> [DATASET]:
___
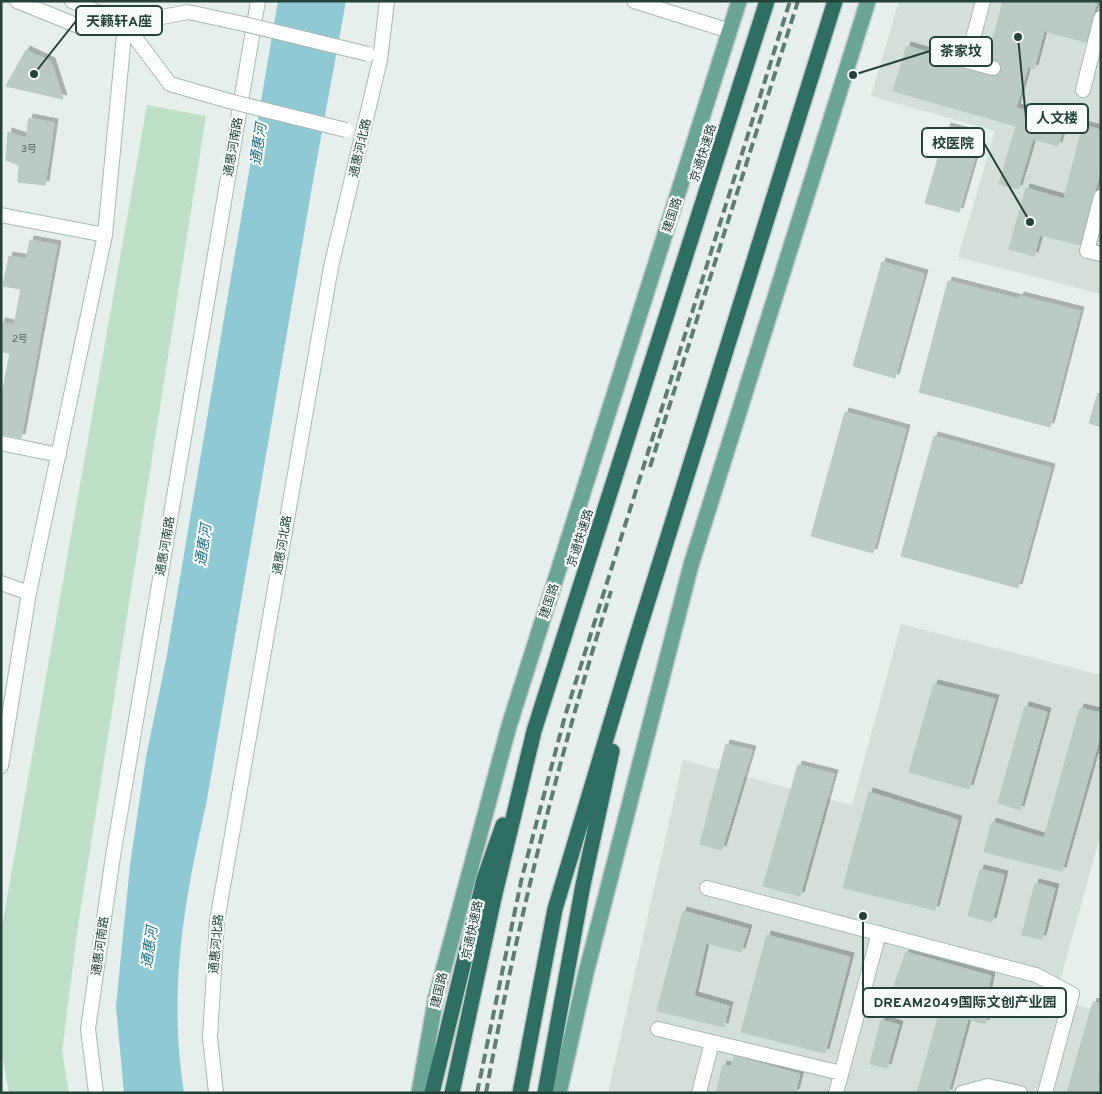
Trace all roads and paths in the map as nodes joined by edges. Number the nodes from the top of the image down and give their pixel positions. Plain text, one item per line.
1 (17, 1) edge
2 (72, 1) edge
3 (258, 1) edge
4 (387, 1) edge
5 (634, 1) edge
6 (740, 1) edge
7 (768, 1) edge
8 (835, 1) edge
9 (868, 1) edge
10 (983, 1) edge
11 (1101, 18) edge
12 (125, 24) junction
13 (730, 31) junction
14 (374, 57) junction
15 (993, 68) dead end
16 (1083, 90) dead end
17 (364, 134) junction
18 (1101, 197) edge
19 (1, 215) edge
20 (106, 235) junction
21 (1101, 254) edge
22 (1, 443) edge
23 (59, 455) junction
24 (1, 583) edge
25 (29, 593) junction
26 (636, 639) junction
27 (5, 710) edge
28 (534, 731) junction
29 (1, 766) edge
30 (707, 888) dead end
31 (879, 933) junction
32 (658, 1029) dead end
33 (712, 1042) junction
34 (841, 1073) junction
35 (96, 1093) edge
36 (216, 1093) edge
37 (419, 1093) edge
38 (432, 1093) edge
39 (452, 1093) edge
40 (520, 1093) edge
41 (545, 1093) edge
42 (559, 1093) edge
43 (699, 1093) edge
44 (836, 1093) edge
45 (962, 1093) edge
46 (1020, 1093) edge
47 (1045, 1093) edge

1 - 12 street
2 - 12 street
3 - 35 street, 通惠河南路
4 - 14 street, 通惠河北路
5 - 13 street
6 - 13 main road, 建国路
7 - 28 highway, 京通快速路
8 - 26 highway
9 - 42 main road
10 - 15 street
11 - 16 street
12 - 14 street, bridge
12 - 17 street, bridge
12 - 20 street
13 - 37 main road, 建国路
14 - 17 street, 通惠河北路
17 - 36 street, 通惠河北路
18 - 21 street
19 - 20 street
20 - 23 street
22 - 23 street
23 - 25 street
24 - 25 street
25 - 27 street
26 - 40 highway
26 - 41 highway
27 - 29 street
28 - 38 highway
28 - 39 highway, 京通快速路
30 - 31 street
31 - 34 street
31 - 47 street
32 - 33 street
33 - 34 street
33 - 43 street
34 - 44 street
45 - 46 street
___
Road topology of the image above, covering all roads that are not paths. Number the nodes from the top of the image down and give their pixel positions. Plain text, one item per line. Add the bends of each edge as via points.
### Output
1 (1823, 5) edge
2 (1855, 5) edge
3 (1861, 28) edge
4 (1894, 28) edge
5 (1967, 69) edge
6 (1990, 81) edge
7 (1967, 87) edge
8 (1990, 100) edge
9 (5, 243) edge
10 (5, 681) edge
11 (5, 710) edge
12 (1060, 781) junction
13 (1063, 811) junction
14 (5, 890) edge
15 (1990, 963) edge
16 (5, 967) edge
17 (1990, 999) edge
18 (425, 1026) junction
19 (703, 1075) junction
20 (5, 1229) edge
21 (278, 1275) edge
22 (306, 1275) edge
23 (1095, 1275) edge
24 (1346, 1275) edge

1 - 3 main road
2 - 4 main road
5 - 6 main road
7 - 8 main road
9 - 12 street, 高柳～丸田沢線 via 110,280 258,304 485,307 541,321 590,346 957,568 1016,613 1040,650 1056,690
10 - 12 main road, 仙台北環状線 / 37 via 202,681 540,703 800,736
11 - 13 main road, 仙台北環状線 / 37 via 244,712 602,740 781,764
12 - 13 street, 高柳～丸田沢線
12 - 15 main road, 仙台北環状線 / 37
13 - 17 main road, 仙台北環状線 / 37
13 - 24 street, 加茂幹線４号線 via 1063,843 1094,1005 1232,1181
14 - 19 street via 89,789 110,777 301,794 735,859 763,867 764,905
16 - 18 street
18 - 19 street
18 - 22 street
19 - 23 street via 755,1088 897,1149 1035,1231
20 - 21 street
___
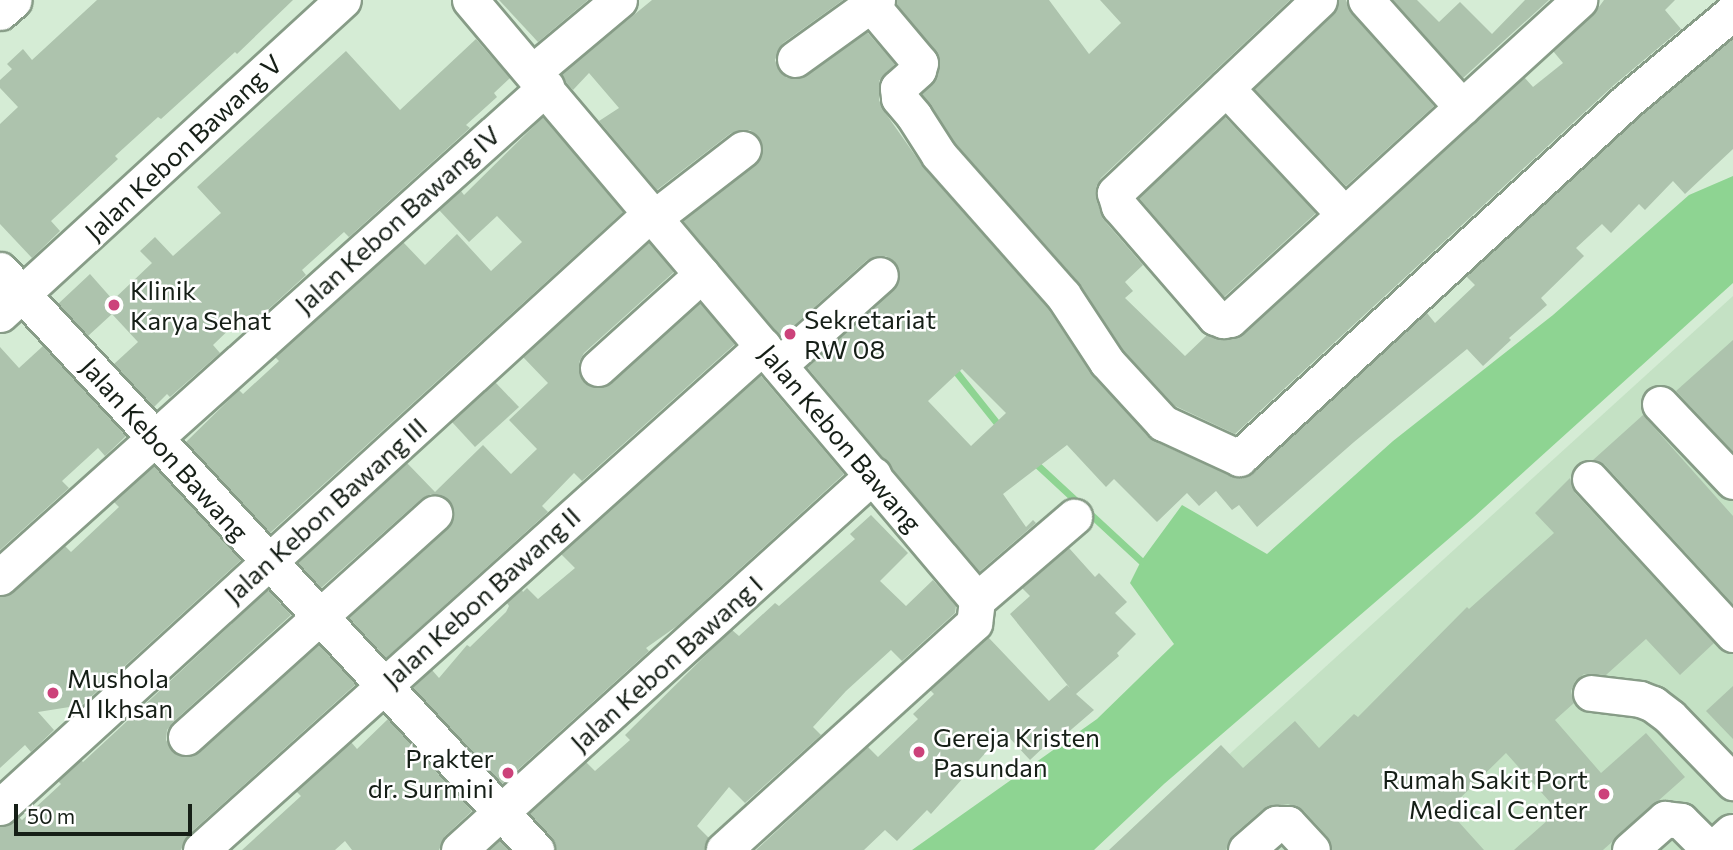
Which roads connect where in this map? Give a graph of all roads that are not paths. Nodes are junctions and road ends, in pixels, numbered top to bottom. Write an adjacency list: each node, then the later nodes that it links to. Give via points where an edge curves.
___
> [WORK REQUIRED]: Whichever lines of the data include the word "each", pull them out.

> [YOUR SOLUTION]:
Road topology of the image above, covering all roads that are not paths. Number the nodes from the top of the image down and give their pixel positions. Plain text, one item per line. Add the bends of each edge as via points.
Which roads connect where in this map? Give a graph of all roads that are not paths. Nodes are junctions and road ends, in pixels, numbered top to bottom. Write an adjacency list: each node, then the later nodes that it links to. Give via points where an edge curves.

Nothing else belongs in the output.